* FTSEurofirst 300 index falls 0.1 percent
* CAC 40 weighs on European shares
* BNP slumps on report of possible $10 billion fine
* ECB easing hopes fuel monthly rise (Updates with closing prices and no other changes to text)
By Alistair Smout
EDINBURGH, May 30 (Reuters) - French shares underperformed on Friday after a report saying the U.S. Justice Department was pushing blue chip bank BNP Paribas to pay more than $10 billion to resolve a criminal inquiry.
The French bank’s shares were down 2.5 percent after earlier falling around six percent after the Wall Street Journal reported the figure late on Thursday, citing people familiar with the matter. The case relates to allegations that the bank evaded U.S. sanctions against Iran and other countries for years. BNP and the Justice Department declined to comment.
The bank had set aside around 2.7 billion euros ($3.7 billion) for litigation-related costs.
“We had already reduced our position slightly at the start of the year ... Now that with these headlines the stock has dropped heavily, we haven’t touched it. We don’t dare accumulate more at this stage,” Yohan Salleron, fund manager at Mandarine Gestion in Paris, said.
“For me the worst thing is the uncertainty over the size of the fine ... There is a very real reputation risk here. It could spook certain counterparties into staying away from BNP.”
Citi removed BNP Paribas from its Focus List Europe citing the uncertainty, but retained a “buy” rating on the shares.

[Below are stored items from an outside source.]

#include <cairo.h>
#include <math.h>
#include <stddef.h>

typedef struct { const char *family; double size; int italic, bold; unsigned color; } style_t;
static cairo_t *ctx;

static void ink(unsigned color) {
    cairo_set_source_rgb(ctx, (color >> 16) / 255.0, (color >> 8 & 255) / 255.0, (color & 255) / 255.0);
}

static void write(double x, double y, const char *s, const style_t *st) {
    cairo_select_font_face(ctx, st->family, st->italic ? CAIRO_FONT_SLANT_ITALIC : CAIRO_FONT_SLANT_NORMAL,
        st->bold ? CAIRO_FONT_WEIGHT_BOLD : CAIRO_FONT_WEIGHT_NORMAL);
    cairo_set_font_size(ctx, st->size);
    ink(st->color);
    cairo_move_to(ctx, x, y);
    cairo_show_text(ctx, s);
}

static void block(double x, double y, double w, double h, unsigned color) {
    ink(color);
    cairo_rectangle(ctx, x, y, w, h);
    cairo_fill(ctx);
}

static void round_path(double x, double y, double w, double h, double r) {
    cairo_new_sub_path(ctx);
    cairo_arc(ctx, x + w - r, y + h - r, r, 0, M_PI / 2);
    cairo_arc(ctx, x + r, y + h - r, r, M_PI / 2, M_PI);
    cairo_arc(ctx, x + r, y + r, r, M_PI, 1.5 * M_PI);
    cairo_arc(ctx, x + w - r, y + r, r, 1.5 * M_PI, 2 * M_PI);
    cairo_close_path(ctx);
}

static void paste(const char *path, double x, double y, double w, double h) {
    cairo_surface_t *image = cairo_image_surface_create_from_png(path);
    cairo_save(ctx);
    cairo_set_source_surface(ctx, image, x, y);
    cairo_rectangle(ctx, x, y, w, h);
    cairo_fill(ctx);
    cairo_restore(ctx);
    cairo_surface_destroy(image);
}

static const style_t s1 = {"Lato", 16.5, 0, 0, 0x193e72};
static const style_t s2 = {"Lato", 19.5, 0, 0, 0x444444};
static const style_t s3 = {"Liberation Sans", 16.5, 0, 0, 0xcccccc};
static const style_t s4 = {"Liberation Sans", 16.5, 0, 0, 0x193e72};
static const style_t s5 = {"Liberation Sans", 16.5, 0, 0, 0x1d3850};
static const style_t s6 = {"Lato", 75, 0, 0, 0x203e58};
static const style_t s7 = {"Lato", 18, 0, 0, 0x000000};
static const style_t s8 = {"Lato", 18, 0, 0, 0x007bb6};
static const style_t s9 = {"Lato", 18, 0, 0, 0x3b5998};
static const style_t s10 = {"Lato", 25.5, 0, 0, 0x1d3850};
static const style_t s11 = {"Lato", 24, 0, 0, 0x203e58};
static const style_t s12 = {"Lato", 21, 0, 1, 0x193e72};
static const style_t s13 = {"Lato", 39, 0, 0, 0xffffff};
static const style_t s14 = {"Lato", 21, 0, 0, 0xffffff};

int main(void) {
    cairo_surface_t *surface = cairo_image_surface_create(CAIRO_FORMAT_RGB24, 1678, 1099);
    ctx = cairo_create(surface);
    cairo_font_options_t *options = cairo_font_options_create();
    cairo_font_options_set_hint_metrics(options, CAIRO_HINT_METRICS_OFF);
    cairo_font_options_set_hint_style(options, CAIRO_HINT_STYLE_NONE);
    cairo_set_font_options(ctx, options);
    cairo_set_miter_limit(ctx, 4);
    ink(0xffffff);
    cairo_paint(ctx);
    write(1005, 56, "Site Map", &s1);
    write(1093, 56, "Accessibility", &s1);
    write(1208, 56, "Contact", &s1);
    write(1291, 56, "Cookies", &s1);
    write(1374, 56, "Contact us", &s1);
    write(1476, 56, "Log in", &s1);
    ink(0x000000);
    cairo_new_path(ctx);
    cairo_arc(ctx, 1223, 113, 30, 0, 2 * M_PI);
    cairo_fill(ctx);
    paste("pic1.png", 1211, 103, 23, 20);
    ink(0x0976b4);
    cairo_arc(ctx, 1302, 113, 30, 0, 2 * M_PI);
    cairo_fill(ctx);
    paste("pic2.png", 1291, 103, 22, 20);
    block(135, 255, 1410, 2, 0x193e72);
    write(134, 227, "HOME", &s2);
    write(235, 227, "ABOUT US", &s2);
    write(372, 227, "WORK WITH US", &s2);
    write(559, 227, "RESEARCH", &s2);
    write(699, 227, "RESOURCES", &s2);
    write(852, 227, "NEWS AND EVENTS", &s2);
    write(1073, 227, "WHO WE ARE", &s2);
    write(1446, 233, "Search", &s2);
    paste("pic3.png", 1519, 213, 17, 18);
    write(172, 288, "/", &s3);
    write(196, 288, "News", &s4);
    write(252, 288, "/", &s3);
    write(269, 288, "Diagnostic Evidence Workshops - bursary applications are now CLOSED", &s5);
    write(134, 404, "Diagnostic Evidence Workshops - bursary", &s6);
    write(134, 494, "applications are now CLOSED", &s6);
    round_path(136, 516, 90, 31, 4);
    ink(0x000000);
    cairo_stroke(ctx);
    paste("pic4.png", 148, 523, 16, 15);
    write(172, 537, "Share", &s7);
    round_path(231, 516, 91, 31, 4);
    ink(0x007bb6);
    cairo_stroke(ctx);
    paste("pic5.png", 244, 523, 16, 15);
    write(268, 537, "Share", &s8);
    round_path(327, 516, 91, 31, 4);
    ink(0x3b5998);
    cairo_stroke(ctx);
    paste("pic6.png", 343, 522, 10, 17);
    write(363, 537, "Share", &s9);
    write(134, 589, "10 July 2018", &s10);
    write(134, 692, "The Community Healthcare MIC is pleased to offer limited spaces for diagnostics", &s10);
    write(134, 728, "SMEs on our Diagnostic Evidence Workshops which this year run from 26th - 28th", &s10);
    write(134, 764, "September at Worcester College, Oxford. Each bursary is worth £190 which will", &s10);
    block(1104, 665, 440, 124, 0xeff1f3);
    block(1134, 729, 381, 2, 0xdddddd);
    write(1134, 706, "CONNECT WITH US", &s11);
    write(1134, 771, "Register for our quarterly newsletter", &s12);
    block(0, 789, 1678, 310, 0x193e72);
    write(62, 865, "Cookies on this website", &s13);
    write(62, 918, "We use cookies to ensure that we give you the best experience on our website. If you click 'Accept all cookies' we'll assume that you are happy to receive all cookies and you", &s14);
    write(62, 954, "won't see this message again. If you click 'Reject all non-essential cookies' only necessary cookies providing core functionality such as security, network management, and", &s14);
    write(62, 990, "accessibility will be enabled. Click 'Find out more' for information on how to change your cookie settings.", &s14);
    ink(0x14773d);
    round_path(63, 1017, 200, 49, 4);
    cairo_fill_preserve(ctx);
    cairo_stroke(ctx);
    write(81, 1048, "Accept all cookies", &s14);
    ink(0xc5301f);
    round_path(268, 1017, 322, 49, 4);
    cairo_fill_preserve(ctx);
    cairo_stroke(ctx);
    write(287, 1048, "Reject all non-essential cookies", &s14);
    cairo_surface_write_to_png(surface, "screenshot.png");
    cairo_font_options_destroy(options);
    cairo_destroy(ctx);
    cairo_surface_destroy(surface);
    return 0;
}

The news is the latest setback for a euro zone banking sector, which is still nearly 70 percent below its 2007 peak, reached before the global financial crisis sparked alarm about bad loans on bank balance sheets.
Investors said banks still had challenges ahead.
“Even ignoring potential fines to the U.S., European banks still need to make loan-loss provisions. There is a lot further to go, especially if you compare them to U.S. banks,” said Jonathan Bell, chief investment officer at Stanhope Capital.
The CAC 40 index of blue chip French shares fell 0.2 percent, underperforming a 0.1 percent dip on the pan-European FTSEurofirst 300 index, which had fallen to 1,377.46 points by the close.
BNP Paribas accounted for more than half the fall on the French index.
Germany’s benchmark DAX index bucked the negative trend in several other national European bourses, staying flat after figures showed that German year-on-year retail sales grew at their strongest rate in April since June 2012 as Easter fell later this year than last.
The FTSEurofirst 300 posted a 1.8 percent gain for the month of May, which has taken it back up to 6-year highs.
Gains have been fuelled by building optimism over possible monetary policy easing at next week’s crucial policy meeting of the European Central Bank.
Reuters reported this month that the ECB was preparing a package of policy options for its June 5 meeting that includes cuts in all its main interest rates.
However, trade could be cautious until the decision is made, with decisive policy action already priced in.
“Equities are near highs, and there’s a lot of hope tied to the ECB, and greater chance of disappointment,” James Butterfill, global equity strategist at Coutts, said.
“The equity market seems to be very optimistic, and it might be a bit of a let down.”